Records drawn from a dataset

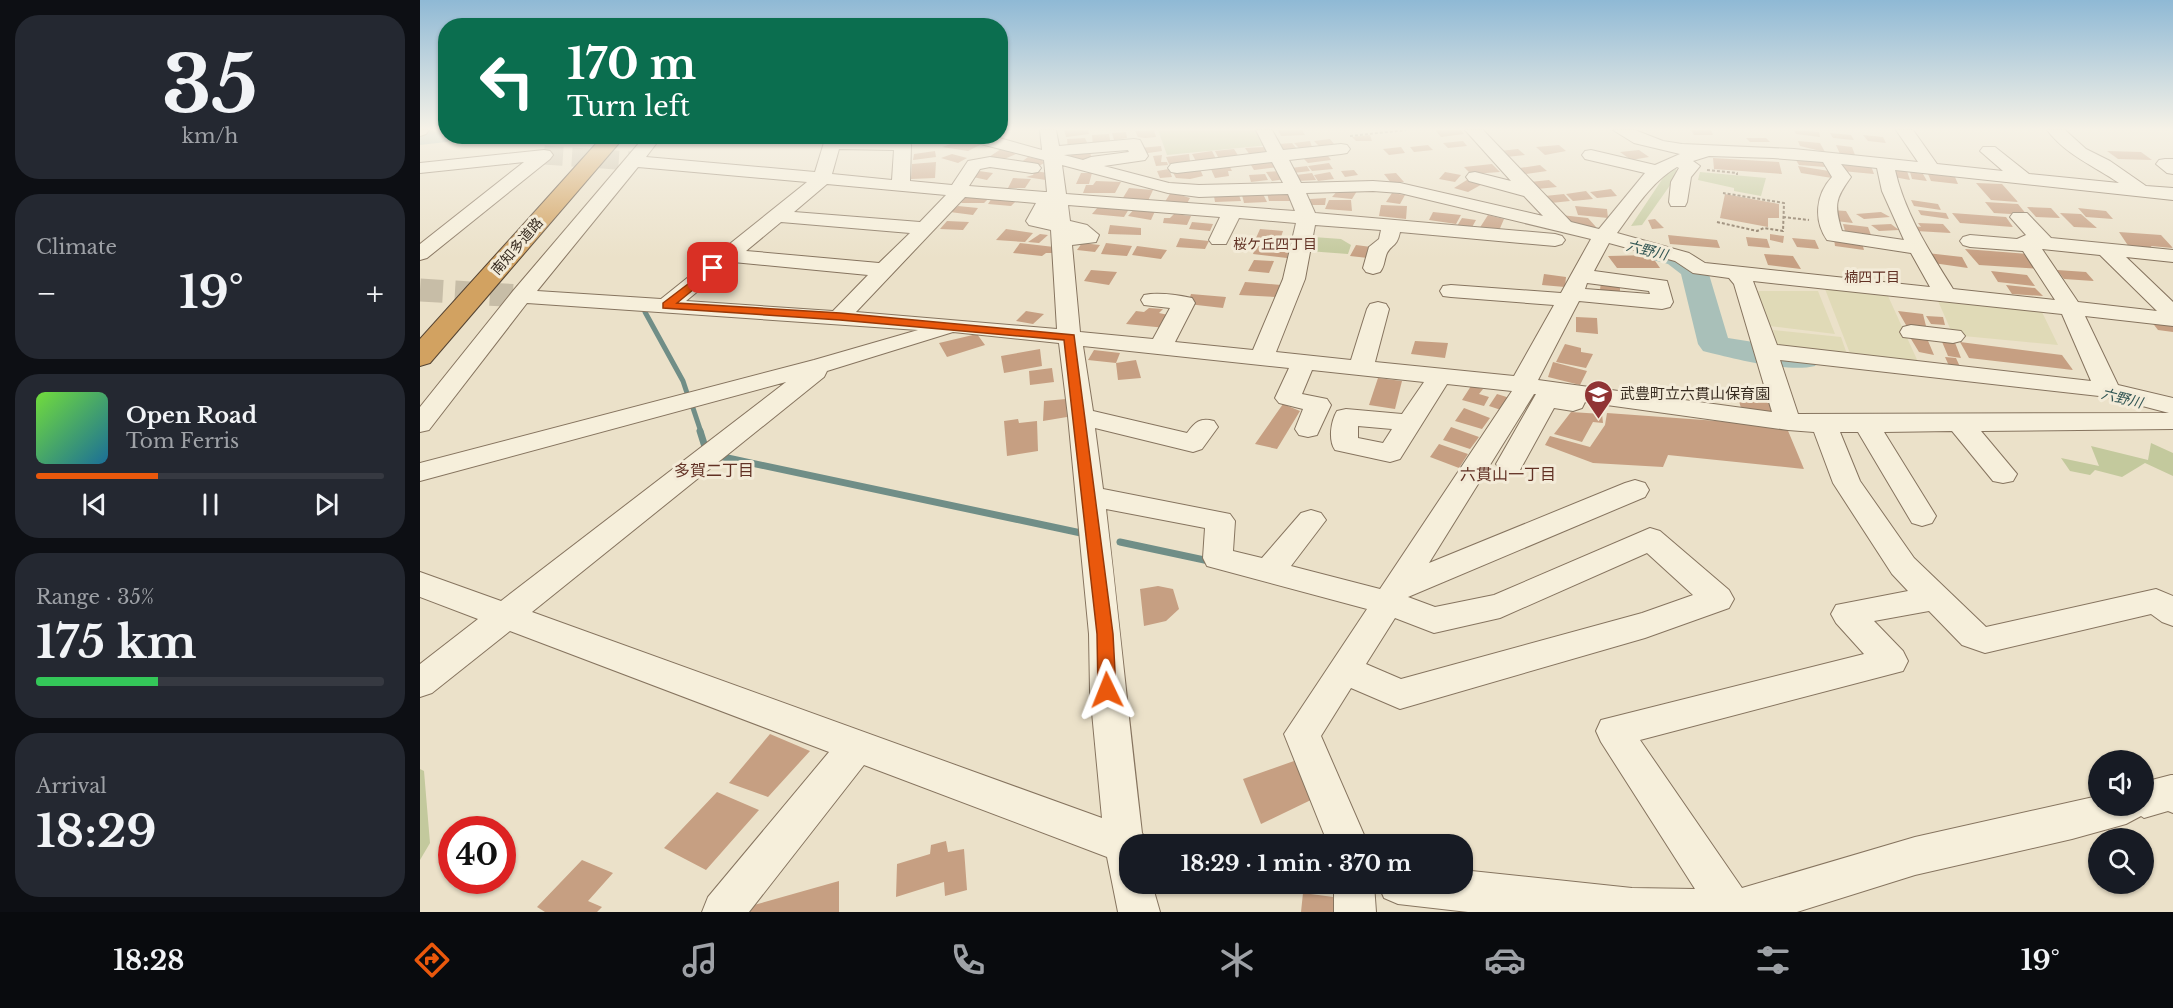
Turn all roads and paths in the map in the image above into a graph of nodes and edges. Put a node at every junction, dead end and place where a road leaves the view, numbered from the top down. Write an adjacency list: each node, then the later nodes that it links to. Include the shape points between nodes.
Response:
1 (522, 173): 53 (street)
2 (563, 173): 69 (highway, 南知多道路)
3 (583, 173): 75 (highway, 南知多道路)
4 (622, 173): 62 (street)
5 (754, 173): 25 (street)
6 (824, 173): 25 (street)
7 (902, 173): 27 (street)
8 (969, 173): 29 (street)
9 (1060, 173): 36 (street)
10 (1142, 173): 24 (street)
11 (1202, 173): 24 (street)
12 (1286, 173): 28 (street)
13 (1514, 173): 31 (street)
14 (1657, 173): 48 (street)
15 (1680, 173): 34 (street)
16 (1735, 173): 22 (path)
17 (1839, 173): 43 (street, via 1842,177 1829,190)
18 (1888, 173): 51 (street, via 1890,189)
19 (1958, 173): 26 (street)
20 (2016, 173): 26 (street)
21 (2115, 173): 30 (street)
22 (1737, 175)
23 (1475, 177): 31 (street)
24 (1174, 178): 28 (street, via 1199,192)
25 (822, 179): 27 (street); 37 (street)
26 (2024, 179): 30 (street)
27 (901, 185): 29 (street)
28 (1293, 185): 40 (street); 46 (street, via 1337,176 1381,177 1411,191)
29 (958, 191): 36 (street); 45 (street)
30 (2143, 191): 33 (street)
31 (1532, 192): 46 (street)
32 (1723, 193): 38 (path, via 1784,202)
33 (2173, 194)
34 (1678, 202)
35 (1232, 212): 36 (street); 40 (street); 47 (street)
36 (1057, 215): 41 (street); 72 (street)
37 (777, 216): 45 (street); 54 (street)
38 (1783, 217): 42 (path, via 1783,231 1757,231); 43 (path)
39 (2020, 217): 50 (street)
40 (1307, 218): 44 (street); 76 (street, via 1294,279)
41 (1095, 221)
42 (1717, 222)
43 (1830, 223): 51 (street, via 1834,236)
44 (1392, 225): 48 (street); 57 (street, via 1388,242 1379,247)
45 (925, 228): 58 (street)
46 (1566, 229): 48 (street)
47 (1219, 240)
48 (1601, 240): 56 (street, via 1682,257 1700,269); 60 (street)
49 (1970, 242): 50 (street)
50 (2038, 244): 52 (street); 65 (street)
51 (1917, 248): 61 (street)
52 (2106, 249): 55 (street); 68 (street)
53 (420, 254)
54 (728, 255): 58 (street); 64 (street)
55 (2173, 256)
56 (1725, 267): 61 (street); 74 (street, via 1744,283)
57 (1373, 268)
58 (885, 270): 67 (street)
59 (1463, 289): 60 (street)
60 (1574, 290): 82 (street)
61 (1945, 294): 65 (street)
62 (521, 296): 64 (street); 93 (street)
63 (1152, 300): 73 (street, via 1184,303)
64 (667, 305): 67 (street)
65 (2068, 306): 68 (street); 83 (street)
66 (1378, 309): 79 (street)
67 (840, 316): 70 (street)
68 (2173, 316)
69 (420, 326)
70 (958, 326): 72 (street); 78 (street)
71 (1933, 334): 80 (street)
72 (1070, 337): 73 (street); 86 (street)
73 (1161, 346): 76 (street)
74 (1768, 354): 80 (street); 89 (street)
75 (420, 357)
76 (1262, 357): 77 (street)
77 (1303, 362): 79 (street); 95 (street, via 1288,398 1318,405)
78 (823, 365): 97 (street); 108 (street)
79 (1361, 368): 81 (street)
80 (1948, 372): 83 (street)
81 (1440, 377): 82 (street); 90 (street)
82 (1525, 385): 84 (street); 105 (street)
83 (2108, 390): 85 (street)
84 (1633, 401): 89 (street); 96 (street, via 1634,411 1546,399)
85 (2173, 406)
86 (1081, 416): 94 (street, via 1193,443); 100 (street)
87 (1958, 421): 88 (street); 92 (street); 98 (street)
88 (2173, 421)
89 (1788, 422): 91 (street)
90 (1412, 423)
91 (1824, 423): 92 (street); 106 (street, via 1847,483 1902,567)
92 (1866, 423): 101 (street)
93 (420, 424)
94 (1205, 427)
95 (1308, 429)
96 (1510, 464)
97 (420, 472)
98 (2003, 474)
99 (1635, 490): 105 (street)
100 (1090, 496): 103 (street, via 1220,521 1218,558); 115 (street)
101 (1922, 516)
102 (1311, 520): 103 (street)
103 (1269, 571): 105 (street)
104 (420, 584): 108 (street)
105 (1393, 596): 109 (street); 109 (street, via 1434,620 1500,606 1650,539 1718,598 1645,625 1400,694)
106 (1935, 598): 107 (street, via 1974,636 1985,640 2156,601); 122 (street, via 1847,614 1891,661 1614,731)
107 (2173, 613)
108 (504, 617): 110 (street); 111 (street)
109 (1345, 670): 116 (street, via 1302,734)
110 (420, 683)
111 (856, 747): 117 (street); 123 (street)
112 (2173, 795): 113 (street, via 2171,792)
113 (2154, 797)
114 (2090, 816): 122 (street, via 1916,856)
115 (1126, 834)
116 (1344, 834)
117 (1119, 858)
118 (1473, 892): 121 (street)
119 (1135, 894): 124 (street)
120 (1354, 894): 125 (street)
121 (1687, 911): 122 (street)
122 (1733, 911)
123 (723, 912)
124 (1139, 912)
125 (1355, 912)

▶ INSTRUCTIONS FOR THE TASK
Where the word "南知多道路" appears in a line of the data above, tally that line; then give the total and nothing more.

▶ SOLUTION FOR THIS EXERCISE
2